Similarly, generative models typically report perplexity of a held-out test set (e.g. li2017dailydialog; dinan2019second; shuster2019dialogue; fan2019eli5; adiwardana2020meena; roller2020recipes), and recent work has even found perplexity correlates strongly with human evaluations within the same model class (adiwardana2020meena). While perplexity does give a good estimate of the probability that a generative model would produce the gold label, such results may be actually quite rare under beam search (fan2018controllable; holtzman2019curious; welleck2019neuraltext), and not representative of an actual generation of a model under beam search or sampling. Perplexity also depends on the dictionary, and not all models will necessarily have entirely comparable perplexities, especially when unknown words are present in validation or test labels, making it difficult to compare systems across multiple time horizons (dinan2019second). Modern model using BPE dictionaries further complicate complications of comparing perplexities across multiple systems (sennrich2016bpe). Specialized systems, which focus on improving specific behaviors of generative models, might instead focus on specialized metrics that are not indicative of overall generation quality, but instead on specialized behavior like repetition (see2019goodconversation; welleck2019neuraltext; li2019dontsaythat) or vocabulary usage (see2019goodconversation; holtzman2019curious; li2019dontsaythat). Altering the behavior of the generation method can dramatically influence human evaluations, while maintaining identical or near-identical perplexity (see2019goodconversation; welleck2019neuraltext; welleck2019dnli; adiwardana2020meena; roller2020recipes).

Noting the inadequacy of each of these automatic metrics, a number of researchers have proposed learning metrics for dialogue evaluation (lowe2017towards; ghandeharioun2019approximating). Typically, this is done via a regression from a number of automatically-extracted features (e.g. sentiment and semantic similarity) to human evaluations. In particular, ghandeharioun2019approximating

perform such correlations using features extracted via self-play of models. Such systems provide a promise of improved speed of research and development of dialogue agents, but so far have not been met with wide adoption. A common point of criticism is that there can be little effective difference between a learned metric and one that is used as an actual model for performing utterance selection. Put another way, one can easily maximize a metric by employing methods like ranking all utterances according to a learned metric, or using Monte Carlo Tree Search

(kumagai2016mtcs) during generation to naïvely optimize the automatic metric. In this manner, the problem of learning an automatic metric is difficult to disentangle from the rest of dialogue research.
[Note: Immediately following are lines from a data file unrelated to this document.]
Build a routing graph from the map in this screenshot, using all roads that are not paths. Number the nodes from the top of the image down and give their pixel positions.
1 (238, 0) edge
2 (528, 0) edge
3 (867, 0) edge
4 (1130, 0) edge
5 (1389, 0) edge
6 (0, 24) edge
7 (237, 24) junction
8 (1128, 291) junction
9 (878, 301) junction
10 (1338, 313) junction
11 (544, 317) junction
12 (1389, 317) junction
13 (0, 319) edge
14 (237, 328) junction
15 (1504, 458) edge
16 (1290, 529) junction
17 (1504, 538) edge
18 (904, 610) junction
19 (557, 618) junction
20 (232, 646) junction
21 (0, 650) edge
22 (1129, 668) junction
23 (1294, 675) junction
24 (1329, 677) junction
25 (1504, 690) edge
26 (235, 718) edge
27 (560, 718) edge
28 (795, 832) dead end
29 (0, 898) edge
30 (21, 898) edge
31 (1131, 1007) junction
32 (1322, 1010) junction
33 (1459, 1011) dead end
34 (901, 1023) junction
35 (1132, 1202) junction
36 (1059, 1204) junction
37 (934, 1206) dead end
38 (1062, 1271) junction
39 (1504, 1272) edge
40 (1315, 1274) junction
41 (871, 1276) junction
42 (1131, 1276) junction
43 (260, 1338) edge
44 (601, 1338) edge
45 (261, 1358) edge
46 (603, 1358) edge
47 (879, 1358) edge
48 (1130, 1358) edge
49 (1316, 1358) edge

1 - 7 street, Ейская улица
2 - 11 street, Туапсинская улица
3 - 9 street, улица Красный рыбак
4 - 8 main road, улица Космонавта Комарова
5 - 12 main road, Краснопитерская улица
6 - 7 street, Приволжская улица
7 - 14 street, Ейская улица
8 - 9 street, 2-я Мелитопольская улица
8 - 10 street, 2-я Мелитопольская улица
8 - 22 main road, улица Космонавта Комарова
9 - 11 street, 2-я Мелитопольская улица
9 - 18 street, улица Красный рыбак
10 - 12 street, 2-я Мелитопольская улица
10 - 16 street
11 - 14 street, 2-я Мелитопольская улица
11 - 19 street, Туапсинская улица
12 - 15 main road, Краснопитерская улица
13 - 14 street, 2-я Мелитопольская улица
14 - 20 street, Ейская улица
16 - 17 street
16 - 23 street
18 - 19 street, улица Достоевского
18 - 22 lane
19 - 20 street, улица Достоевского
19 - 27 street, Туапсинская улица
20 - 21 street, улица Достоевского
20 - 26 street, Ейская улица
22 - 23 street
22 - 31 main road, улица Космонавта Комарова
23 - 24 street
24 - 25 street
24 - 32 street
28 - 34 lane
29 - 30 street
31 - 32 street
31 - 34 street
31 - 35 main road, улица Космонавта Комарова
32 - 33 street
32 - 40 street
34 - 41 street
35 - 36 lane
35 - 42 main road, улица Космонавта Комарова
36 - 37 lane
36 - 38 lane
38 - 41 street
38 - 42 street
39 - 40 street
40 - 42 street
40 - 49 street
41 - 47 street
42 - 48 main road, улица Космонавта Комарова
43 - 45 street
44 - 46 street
Open problems. Selection of an automatic metric for dialogue research, or natural language generation in general, remains a widely open problem that attracts many researchers. Despite concerns, we remain optimistic about methods which approach the problem via learning. Future work may additionally consider holistic evaluations, which require the full conversation to complete before being able to make an individual prediction. This may help mitigate concerns around using the metric to drive dialogue selection. Similarly, adversarial networks may provide a potential avenue for improving automatic selection via continually improved detection of compute-generated responses. In the short term, shared tasks may offer the best avenue to finding automatic metrics which correlate with human judgements (ram2017alexaprize; dinan2019second; yoshino2019dialog), but also rely on a diversity of submitted systems in order to consider such evaluations. If all participants use similar models with similar pretraining using similar corpora, then we should not expect clear distinctions to be made apparent in shared tasks.

Behavioral Metrics

Yet more alternatives are available as models are deployed to real users, especially behavioral metrics. For example, in the Alexa Prize, models were evaluated by how many turns were completed before a conversation was abandoned (ram2017alexaprize). Others might be evaluated by the retention rate of users (e.g. how many users choose to have a second or third conversation with a model). Such behavioral metrics can be powerful implicit indicators of preferences of users, but have a large number of issues. For example, models which frequently ask for clarification will naturally result in more turns of conversation, but naturally frustrate users; systems which initiate a conversation will have higher retention, but may not be appreciated by users. A careful and thoughtful balance of allowed behaviors must be employed, and researchers should feel discouraged from using “engagement hacks.”

Open problems. There is significant question as to what are the correct implicit behavioral metrics to collect, and what few methods exist now depend heavily on the medium and design of the system. As more models are deployed to the wild, we encourage researchers to share their successes and best practices so that the community may come to a consensus.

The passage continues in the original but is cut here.